• [Task directions]
As you look over the data below, please find each line where the word "Doolapally" appears, then copy it.

• [Data for this exercise]

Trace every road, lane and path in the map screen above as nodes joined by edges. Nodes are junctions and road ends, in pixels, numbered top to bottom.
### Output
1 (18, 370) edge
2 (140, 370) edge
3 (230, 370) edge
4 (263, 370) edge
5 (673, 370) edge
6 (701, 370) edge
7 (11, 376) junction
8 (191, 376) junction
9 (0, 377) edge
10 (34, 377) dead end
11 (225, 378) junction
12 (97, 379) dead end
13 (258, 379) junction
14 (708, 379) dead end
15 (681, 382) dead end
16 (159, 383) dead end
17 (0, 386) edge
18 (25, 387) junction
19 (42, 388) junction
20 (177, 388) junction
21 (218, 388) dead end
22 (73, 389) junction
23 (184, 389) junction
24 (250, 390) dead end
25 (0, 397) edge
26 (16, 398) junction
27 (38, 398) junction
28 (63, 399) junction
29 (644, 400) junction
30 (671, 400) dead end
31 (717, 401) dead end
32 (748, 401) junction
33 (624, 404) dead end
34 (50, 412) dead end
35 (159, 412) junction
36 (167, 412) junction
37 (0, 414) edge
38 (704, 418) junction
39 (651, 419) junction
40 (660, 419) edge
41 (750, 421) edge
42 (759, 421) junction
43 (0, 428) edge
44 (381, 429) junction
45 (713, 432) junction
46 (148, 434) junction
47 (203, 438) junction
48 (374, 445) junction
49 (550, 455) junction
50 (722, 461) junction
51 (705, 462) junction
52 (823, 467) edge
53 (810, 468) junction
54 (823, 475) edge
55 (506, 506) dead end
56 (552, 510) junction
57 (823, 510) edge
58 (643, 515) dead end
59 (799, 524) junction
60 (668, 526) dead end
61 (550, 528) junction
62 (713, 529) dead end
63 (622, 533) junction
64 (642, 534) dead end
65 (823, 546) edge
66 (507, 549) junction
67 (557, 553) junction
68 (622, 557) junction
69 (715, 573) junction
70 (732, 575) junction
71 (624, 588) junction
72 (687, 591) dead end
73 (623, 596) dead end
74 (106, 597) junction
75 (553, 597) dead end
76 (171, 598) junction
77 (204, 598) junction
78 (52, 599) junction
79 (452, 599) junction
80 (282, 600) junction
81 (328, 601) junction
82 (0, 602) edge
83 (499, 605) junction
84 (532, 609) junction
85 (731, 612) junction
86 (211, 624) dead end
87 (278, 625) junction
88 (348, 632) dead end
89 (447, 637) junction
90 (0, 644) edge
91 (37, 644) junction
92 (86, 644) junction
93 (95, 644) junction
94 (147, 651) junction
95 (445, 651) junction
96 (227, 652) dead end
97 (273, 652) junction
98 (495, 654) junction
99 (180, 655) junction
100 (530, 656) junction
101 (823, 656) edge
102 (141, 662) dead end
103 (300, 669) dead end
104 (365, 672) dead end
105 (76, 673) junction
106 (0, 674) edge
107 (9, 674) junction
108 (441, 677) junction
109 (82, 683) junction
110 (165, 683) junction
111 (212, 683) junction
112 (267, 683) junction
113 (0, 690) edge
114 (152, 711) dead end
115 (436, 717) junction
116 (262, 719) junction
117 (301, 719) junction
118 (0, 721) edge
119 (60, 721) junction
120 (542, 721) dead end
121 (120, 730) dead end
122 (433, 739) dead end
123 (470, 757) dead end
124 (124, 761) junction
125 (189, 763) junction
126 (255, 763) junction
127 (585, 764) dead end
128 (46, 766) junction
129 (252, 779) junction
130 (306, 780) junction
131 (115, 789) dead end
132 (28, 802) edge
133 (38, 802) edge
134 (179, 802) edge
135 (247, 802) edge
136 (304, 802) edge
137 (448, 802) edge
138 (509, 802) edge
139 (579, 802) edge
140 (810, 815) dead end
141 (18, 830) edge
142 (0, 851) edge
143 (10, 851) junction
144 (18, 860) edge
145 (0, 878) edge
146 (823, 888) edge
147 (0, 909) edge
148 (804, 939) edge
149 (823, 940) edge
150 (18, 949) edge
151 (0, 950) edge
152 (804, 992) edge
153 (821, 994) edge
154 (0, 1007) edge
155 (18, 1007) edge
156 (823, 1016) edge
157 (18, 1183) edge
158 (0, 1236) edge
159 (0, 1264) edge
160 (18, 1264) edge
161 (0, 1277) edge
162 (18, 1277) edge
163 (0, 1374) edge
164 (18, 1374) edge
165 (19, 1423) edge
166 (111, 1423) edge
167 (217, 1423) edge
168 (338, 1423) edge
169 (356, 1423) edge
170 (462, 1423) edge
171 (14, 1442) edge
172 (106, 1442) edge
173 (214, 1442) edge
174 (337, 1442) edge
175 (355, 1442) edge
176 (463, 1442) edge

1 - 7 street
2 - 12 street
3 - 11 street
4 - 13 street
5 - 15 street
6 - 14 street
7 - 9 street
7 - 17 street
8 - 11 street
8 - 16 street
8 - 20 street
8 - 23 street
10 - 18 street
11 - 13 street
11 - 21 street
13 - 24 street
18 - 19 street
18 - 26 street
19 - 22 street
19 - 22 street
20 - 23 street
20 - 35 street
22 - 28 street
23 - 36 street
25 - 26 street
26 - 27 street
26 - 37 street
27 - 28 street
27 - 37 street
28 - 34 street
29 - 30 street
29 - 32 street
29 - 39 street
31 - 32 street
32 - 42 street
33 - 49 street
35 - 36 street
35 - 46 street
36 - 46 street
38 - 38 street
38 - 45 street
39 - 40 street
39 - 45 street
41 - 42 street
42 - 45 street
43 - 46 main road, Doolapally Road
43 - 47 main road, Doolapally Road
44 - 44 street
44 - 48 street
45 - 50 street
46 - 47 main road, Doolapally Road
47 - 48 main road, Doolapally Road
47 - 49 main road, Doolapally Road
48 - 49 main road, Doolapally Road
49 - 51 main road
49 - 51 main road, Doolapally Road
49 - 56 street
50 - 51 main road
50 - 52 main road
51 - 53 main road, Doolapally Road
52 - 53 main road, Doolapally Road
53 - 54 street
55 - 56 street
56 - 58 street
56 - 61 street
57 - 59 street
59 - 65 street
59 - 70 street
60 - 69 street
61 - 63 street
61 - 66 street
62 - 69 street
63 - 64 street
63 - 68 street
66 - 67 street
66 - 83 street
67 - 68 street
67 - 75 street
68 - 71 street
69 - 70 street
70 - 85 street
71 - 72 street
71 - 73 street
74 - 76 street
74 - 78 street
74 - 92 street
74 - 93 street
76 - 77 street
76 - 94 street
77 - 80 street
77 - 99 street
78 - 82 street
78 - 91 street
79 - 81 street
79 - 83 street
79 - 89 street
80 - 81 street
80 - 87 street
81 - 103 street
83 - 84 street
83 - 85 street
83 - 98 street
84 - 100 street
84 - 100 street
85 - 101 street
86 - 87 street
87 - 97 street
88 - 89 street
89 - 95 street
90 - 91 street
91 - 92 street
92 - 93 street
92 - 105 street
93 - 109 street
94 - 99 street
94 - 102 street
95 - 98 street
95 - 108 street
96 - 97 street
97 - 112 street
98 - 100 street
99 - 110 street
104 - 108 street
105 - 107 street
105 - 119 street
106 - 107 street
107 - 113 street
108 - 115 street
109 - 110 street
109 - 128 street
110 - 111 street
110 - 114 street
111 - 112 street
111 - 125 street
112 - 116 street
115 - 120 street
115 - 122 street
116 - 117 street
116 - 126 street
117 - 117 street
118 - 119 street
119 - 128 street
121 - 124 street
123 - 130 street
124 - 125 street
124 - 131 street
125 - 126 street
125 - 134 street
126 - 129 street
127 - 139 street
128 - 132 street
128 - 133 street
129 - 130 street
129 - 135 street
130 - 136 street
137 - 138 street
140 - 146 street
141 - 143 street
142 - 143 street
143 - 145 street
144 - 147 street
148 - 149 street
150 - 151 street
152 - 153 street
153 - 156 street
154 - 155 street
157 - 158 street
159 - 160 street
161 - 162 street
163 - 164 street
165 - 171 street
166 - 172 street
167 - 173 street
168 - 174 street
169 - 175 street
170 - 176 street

• [Written response]
43 - 46 main road, Doolapally Road
43 - 47 main road, Doolapally Road
46 - 47 main road, Doolapally Road
47 - 48 main road, Doolapally Road
47 - 49 main road, Doolapally Road
48 - 49 main road, Doolapally Road
49 - 51 main road, Doolapally Road
51 - 53 main road, Doolapally Road
52 - 53 main road, Doolapally Road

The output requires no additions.